School Committee member Bruce Oliveira

“Thank you for reaching out on this. You are correct that I have not made a public statement on this event nor do I plan to at this time.”

(Statement answering New Bedford Light’s request)

State Sen. Mark Montigny

“Apologizing for hurtful behavior is only the beginning. Far more action is needed to listen, learn, and to evolve from the mindset that allowed the councilor to assume that this choice was okay and that it would not have a harmful impact upon others.  

“We must all strive to understand that those harmed by these posts are under relentless assault in this country and must face the constant barrage set upon them by the ongoing cultural war fueled by irresponsible leaders. If there is a silver lining in this situation, it is that the councilor has an opportunity to seek a better understanding, but it will take a lot of work on his part over a period of time. 

“The voters of Ward 3 have given him that chance by electing him, and he has made a pledge to represent everyone, which he will have to demonstrate. Most importantly, I want to commend the young people who have demonstrated courage by standing up for themselves and asserting their rights. They give me, and like-minded leaders, hope that the up-and-coming generations will help build a more thoughtful and compassionate society.”

(Statement answering New Bedford Light’s request)  

State Rep. Antonio Cabral

“Hateful, dehumanizing rhetoric has no place in our city, and it is not, under any circumstances, ever acceptable or ‘funny.’

“I commend the New Bedford High School students for assembling their protest and calling out the adults around them to do better. The freedom of speech and the right to assemble is inextricably linked to our right to vote. 

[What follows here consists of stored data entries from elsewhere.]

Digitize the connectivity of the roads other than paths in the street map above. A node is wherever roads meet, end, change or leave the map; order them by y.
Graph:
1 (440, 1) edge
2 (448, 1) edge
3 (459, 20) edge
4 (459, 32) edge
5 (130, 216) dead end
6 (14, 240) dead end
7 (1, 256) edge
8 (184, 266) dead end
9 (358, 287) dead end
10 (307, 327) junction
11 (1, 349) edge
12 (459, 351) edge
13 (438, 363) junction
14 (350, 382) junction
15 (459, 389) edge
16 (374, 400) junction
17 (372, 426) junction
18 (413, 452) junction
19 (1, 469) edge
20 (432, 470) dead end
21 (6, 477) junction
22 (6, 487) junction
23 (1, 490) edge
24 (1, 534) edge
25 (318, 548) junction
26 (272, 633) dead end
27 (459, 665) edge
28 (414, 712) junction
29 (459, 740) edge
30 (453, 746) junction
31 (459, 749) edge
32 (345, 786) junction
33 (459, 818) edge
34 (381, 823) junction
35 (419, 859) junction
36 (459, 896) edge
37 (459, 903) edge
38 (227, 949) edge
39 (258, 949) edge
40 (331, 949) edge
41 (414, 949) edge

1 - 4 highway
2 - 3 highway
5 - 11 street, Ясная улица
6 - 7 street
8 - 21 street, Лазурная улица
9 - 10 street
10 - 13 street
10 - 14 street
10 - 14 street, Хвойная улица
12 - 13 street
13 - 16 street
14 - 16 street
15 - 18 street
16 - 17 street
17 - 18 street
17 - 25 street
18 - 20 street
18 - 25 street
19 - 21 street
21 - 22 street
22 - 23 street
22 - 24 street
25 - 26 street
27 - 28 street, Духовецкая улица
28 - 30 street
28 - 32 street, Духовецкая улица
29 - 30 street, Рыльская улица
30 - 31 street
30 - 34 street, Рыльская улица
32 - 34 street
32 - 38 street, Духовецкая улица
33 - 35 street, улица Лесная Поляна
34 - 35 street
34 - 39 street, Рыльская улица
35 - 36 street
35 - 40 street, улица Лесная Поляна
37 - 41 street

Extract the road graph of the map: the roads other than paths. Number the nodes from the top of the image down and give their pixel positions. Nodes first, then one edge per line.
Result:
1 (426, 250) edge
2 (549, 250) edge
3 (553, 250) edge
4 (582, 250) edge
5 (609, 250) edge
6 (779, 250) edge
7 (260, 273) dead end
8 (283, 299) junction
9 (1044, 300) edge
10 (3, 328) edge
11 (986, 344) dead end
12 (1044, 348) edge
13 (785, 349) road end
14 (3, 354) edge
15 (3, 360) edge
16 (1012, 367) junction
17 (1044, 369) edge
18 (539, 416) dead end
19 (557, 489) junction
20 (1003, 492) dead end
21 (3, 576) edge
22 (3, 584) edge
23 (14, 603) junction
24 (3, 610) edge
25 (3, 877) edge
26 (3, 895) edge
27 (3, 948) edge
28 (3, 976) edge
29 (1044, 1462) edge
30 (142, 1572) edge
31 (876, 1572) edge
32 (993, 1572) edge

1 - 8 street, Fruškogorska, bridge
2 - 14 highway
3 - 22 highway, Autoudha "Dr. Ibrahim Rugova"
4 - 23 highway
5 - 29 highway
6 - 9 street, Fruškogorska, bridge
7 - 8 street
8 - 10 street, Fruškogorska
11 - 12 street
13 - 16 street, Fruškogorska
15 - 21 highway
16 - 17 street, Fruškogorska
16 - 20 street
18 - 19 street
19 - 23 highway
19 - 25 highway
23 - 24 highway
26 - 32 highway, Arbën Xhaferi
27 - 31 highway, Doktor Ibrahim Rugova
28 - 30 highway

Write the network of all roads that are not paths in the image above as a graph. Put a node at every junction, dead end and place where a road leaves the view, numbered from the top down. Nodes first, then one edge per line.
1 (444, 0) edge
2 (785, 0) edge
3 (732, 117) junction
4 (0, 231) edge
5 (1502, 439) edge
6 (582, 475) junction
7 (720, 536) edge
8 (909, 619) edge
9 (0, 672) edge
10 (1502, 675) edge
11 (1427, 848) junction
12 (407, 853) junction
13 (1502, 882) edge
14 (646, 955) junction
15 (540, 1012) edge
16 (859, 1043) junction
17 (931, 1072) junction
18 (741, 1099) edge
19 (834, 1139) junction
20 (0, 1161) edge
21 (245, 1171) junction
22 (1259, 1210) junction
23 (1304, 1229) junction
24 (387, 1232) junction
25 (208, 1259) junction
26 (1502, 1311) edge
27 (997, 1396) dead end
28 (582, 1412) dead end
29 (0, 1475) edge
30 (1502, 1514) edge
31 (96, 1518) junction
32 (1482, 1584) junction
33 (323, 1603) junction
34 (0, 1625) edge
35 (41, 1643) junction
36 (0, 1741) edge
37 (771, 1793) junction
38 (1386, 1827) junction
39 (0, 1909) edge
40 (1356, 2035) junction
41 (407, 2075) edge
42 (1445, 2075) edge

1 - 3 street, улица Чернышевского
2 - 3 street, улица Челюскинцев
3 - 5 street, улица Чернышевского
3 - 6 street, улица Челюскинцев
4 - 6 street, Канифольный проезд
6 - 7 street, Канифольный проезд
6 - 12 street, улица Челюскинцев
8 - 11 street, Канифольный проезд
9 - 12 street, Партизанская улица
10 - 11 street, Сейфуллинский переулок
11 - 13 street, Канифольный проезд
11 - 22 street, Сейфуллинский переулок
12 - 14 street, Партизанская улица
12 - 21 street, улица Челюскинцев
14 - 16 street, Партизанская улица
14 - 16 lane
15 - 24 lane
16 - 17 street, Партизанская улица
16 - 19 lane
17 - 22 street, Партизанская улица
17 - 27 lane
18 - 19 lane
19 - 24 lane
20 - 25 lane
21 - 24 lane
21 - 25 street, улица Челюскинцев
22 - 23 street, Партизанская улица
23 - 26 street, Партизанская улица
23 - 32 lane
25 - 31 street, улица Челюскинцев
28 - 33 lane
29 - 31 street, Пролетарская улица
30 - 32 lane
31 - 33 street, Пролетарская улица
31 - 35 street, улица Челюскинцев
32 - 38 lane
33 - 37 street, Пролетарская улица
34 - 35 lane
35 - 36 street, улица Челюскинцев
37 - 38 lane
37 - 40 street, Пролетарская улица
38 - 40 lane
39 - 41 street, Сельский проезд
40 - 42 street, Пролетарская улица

“I hope the protest serves as a call to action for our community to pay closer attention to local elections, to engage more with candidates throughout the process, and to turn out to vote. Local elections are just as important — and even more impactful on our day-to-day lives — than higher profile national elections. 

“I hope the energy unleashed by these student protests will be channeled into the municipal election this fall.”

(Statement answering New Bedford Light’s request)

State Rep. Chris Hendricks

“I think it’s sad that someone interested in public service would post something so offensive, twisted, and immature.  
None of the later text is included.